WHAT TO DO » With pictures omitted, the line containing "ring dip: (580, 153)" and all later lines of the records below are to be restated word for word.

Source data:
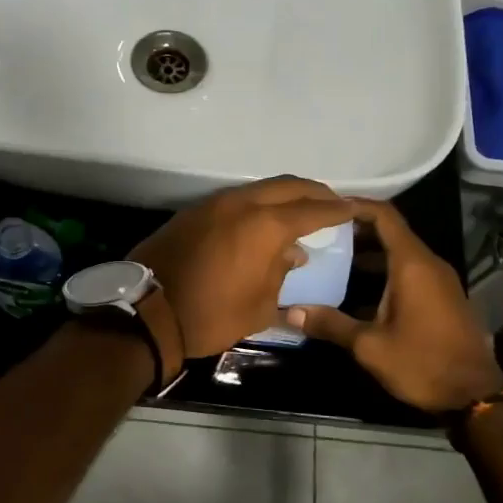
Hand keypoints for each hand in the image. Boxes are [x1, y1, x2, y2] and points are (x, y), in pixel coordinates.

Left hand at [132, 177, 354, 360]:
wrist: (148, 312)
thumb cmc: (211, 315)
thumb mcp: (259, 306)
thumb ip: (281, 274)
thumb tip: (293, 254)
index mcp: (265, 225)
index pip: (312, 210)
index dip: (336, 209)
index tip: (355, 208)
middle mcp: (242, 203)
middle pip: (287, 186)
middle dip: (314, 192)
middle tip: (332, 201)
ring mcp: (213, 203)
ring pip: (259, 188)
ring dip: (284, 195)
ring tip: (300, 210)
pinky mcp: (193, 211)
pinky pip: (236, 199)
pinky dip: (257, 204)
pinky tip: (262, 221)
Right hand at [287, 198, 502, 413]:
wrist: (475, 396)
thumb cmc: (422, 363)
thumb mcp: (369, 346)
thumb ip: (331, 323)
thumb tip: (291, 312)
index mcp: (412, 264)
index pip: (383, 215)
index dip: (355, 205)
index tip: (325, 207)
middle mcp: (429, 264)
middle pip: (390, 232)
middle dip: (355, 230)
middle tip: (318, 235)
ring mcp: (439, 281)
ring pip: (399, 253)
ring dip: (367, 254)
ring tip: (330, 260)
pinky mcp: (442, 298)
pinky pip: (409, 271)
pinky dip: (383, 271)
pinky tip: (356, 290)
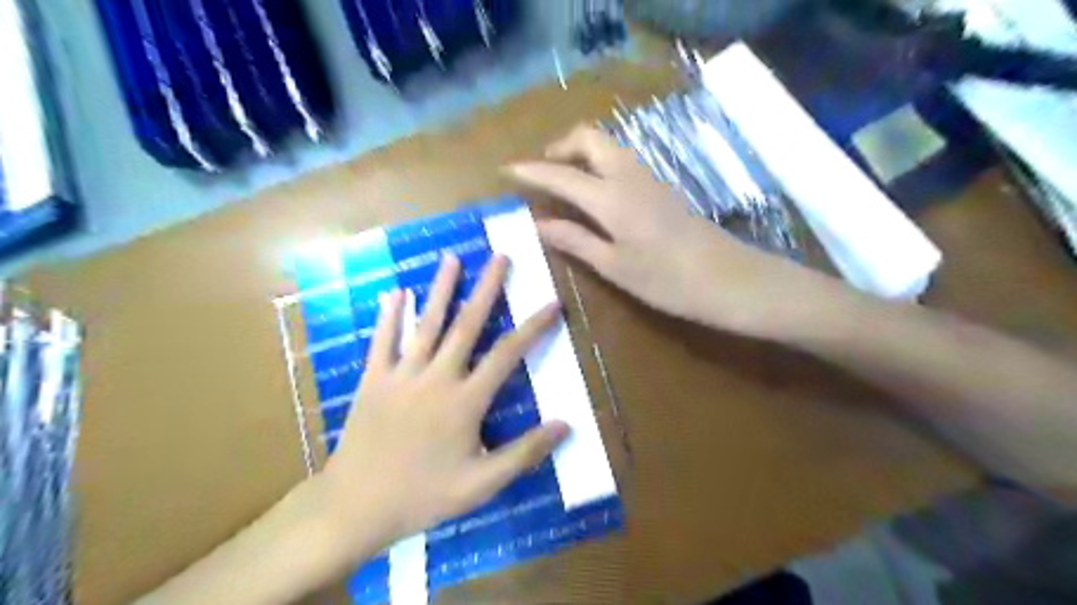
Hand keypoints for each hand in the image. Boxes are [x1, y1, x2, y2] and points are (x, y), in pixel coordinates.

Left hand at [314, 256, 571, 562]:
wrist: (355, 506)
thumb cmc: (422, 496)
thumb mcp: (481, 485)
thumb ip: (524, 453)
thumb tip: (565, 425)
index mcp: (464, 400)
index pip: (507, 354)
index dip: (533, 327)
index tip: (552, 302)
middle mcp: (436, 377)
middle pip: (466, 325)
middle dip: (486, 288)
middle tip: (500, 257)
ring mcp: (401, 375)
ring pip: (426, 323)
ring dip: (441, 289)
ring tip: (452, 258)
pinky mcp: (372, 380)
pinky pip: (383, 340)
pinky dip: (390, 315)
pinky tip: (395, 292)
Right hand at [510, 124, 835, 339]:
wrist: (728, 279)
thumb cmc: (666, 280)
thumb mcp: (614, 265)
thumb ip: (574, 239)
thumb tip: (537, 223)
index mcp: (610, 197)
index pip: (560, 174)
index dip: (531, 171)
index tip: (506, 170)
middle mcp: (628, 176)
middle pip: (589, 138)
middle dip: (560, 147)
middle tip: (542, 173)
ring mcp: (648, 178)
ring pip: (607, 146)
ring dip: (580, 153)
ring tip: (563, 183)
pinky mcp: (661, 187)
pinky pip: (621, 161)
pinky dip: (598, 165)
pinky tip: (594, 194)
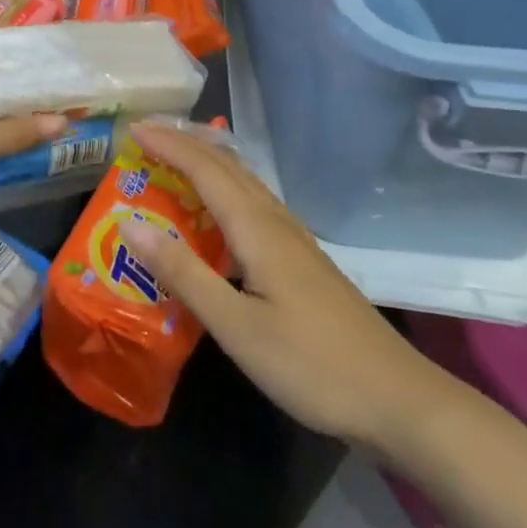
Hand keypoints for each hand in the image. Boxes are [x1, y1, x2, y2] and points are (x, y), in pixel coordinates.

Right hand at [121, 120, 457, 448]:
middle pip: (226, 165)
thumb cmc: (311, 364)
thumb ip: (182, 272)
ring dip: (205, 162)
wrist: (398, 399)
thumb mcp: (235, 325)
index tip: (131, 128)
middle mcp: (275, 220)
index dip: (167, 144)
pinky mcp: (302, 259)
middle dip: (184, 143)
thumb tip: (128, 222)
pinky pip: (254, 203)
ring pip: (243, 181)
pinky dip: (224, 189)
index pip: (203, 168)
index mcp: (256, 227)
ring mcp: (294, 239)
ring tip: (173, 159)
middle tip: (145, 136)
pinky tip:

OUTPUT FOR THIS TASK »
ring dip: (580, 153)
ring tip: (563, 183)
pinky mcp: (661, 187)
pinky pip: (621, 161)
pinky dip: (598, 165)
pinky tip: (594, 194)
Hand keypoints for each hand in the image. Boxes are [x1, y1, x2, y2] and points are (x, y), in pixel coordinates.

Right hand at [121, 120, 457, 448]:
middle pip: (226, 165)
thumb cmc: (311, 364)
thumb ip: (182, 272)
ring dip: (205, 162)
wrist: (398, 399)
thumb mcp: (235, 325)
index tip: (131, 128)
middle mcp: (275, 220)
index dip: (167, 144)
pinky mcp: (302, 259)
middle dip: (184, 143)
thumb tip: (128, 222)
pinky pip: (254, 203)
ring pip: (243, 181)
pinky dip: (224, 189)
index pip: (203, 168)
index mcp: (256, 227)
ring mcp: (294, 239)
ring tip: (173, 159)
middle tip: (145, 136)
pinky tip:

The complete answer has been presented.